* _Work to be completed_:
Once the line with "strokePath(street, '#a9aeb7', 22);" is found, repeat exactly that line and every one after it until the data below ends, including the last line.

Start of Task inputs

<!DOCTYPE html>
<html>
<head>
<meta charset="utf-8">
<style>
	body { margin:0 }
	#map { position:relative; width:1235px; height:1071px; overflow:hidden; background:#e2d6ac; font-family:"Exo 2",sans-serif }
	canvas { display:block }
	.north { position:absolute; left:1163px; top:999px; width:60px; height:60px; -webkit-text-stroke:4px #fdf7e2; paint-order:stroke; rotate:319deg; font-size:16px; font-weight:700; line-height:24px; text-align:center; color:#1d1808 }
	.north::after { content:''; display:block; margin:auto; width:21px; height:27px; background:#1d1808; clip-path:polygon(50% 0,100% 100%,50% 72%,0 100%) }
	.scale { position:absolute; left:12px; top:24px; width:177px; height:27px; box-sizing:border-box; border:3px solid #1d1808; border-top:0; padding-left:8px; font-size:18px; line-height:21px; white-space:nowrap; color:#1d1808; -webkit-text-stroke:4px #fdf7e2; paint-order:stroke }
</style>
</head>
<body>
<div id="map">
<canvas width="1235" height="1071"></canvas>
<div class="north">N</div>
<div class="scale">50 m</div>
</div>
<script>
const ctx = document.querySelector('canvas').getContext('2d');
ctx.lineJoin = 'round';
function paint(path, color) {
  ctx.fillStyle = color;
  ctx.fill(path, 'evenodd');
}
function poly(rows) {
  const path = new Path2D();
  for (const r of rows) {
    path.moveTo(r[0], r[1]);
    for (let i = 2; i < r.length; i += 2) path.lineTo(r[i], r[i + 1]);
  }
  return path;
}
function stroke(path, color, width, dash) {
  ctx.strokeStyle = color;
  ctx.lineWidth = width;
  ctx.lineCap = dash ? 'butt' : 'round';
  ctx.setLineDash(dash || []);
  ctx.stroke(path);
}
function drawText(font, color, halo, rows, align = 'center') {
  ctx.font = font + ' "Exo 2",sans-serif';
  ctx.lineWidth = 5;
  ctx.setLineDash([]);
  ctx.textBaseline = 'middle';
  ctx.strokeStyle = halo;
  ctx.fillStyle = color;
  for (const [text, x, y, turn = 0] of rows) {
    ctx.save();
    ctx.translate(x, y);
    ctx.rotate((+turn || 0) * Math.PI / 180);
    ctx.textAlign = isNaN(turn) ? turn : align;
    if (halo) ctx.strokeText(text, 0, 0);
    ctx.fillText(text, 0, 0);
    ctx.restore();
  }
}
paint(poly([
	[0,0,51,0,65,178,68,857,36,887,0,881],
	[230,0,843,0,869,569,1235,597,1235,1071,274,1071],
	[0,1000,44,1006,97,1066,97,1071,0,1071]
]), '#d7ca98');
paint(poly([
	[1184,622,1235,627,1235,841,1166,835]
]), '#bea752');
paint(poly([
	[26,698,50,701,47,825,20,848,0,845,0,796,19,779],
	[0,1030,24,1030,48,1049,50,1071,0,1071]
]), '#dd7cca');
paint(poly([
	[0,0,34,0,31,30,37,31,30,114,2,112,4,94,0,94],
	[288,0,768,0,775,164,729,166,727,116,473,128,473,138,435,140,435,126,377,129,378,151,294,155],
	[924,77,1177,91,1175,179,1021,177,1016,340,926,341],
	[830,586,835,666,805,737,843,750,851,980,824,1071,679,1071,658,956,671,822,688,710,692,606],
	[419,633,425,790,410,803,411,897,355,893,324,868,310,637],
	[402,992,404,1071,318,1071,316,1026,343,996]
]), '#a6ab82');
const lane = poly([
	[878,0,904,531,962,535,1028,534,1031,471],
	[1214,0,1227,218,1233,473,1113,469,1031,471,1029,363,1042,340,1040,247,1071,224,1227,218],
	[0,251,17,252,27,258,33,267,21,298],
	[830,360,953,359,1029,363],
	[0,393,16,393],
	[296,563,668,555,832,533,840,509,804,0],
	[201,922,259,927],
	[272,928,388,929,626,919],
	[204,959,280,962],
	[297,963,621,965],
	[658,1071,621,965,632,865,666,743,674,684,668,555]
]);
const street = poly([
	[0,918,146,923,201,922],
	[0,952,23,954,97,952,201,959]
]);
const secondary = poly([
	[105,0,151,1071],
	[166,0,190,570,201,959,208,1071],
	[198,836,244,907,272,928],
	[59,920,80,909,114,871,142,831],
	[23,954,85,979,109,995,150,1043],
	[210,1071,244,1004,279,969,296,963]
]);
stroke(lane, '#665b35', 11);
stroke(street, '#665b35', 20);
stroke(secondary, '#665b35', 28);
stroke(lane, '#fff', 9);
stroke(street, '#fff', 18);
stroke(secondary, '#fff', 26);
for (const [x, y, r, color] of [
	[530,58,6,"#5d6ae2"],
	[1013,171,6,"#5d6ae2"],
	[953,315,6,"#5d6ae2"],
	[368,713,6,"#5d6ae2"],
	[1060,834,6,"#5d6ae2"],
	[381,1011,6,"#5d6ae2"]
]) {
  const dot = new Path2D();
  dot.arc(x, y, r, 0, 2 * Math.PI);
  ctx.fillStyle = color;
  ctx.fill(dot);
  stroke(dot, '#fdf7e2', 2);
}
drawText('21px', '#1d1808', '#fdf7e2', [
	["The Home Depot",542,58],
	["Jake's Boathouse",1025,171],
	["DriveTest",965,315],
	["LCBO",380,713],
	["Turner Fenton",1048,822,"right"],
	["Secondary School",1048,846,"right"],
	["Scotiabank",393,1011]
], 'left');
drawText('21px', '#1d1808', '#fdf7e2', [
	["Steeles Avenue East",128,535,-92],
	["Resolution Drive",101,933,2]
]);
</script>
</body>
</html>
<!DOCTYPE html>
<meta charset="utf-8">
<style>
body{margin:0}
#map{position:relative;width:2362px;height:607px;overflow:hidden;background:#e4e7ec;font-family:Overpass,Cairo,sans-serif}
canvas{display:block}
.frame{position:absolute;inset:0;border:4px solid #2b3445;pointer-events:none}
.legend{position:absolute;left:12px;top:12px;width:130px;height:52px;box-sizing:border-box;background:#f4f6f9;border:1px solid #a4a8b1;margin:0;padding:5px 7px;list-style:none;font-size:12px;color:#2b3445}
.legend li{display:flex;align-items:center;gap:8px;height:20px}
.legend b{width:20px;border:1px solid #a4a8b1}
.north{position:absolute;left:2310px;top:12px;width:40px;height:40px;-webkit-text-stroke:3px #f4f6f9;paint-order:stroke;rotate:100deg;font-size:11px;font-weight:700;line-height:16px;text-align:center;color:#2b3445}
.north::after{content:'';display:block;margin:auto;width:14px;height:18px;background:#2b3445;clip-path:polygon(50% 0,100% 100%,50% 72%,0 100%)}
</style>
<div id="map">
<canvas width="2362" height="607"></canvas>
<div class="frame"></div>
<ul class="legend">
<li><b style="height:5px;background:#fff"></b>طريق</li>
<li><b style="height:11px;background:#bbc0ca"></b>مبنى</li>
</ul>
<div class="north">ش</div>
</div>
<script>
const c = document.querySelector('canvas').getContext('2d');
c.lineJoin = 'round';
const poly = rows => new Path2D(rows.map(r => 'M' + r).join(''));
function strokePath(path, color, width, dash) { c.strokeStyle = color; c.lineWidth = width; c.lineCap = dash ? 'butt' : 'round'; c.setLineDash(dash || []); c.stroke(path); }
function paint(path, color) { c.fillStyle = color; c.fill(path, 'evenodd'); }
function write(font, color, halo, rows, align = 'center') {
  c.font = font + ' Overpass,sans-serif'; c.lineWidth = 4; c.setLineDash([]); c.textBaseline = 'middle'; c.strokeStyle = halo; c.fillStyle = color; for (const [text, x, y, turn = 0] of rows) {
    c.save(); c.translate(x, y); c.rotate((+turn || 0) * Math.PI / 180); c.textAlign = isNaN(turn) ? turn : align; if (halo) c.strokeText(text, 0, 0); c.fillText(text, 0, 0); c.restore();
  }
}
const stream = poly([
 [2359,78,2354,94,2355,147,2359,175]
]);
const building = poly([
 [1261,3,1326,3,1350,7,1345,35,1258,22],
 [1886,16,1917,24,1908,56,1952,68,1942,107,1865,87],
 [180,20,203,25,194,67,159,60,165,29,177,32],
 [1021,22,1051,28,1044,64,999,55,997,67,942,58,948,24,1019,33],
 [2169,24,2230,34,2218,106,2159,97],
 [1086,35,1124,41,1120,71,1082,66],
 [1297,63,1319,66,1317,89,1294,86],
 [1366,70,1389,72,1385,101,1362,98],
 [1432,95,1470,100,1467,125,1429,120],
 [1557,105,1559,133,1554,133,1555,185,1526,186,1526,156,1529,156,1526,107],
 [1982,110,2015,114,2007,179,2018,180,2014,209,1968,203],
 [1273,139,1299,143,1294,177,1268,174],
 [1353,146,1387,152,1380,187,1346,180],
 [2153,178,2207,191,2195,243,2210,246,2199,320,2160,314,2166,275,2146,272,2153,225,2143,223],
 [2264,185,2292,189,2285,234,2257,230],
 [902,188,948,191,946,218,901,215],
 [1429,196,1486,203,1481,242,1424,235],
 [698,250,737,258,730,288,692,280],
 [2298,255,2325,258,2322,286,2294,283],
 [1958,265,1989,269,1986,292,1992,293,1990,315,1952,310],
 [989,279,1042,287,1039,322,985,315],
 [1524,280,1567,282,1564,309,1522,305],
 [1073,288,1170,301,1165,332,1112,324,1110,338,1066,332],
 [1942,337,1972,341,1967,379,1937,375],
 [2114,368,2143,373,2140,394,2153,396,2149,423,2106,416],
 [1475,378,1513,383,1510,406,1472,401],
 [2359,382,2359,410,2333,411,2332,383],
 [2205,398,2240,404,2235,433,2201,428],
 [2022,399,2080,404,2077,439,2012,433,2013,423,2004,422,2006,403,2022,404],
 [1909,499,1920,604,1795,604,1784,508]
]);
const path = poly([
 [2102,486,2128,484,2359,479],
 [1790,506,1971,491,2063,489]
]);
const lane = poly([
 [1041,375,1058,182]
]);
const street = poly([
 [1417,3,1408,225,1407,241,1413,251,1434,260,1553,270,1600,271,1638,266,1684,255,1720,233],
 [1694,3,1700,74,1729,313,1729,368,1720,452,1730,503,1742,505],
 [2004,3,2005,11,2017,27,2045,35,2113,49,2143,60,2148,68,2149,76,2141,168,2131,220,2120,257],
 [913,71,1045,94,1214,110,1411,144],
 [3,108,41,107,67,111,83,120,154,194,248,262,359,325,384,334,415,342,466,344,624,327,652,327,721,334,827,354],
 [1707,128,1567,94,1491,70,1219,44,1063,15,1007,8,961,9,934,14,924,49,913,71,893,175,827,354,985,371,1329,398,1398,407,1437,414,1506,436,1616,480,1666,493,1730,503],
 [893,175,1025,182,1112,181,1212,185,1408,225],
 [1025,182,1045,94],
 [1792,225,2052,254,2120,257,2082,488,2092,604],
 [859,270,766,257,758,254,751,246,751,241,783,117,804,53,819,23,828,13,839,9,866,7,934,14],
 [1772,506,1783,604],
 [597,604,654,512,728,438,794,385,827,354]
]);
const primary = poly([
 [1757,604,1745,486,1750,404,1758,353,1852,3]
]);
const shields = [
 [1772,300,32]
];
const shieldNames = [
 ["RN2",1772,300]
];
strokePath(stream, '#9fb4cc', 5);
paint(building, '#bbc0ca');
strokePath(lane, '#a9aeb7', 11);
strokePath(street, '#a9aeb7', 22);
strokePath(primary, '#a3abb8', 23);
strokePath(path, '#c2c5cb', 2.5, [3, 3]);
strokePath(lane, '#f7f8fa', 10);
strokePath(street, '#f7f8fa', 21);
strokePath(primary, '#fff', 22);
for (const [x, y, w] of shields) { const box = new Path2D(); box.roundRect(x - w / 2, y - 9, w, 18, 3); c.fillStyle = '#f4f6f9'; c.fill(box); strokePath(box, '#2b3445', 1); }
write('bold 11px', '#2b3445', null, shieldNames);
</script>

End of Task inputs

* _Written response_:
strokePath(street, '#a9aeb7', 22);
strokePath(primary, '#a3abb8', 23);
strokePath(path, '#c2c5cb', 2.5, [3, 3]);
strokePath(lane, '#f7f8fa', 10);
strokePath(street, '#f7f8fa', 21);
strokePath(primary, '#fff', 22);
for (const [x, y, w] of shields) { const box = new Path2D(); box.roundRect(x - w / 2, y - 9, w, 18, 3); c.fillStyle = '#f4f6f9'; c.fill(box); strokePath(box, '#2b3445', 1); }
write('bold 11px', '#2b3445', null, shieldNames);
</script>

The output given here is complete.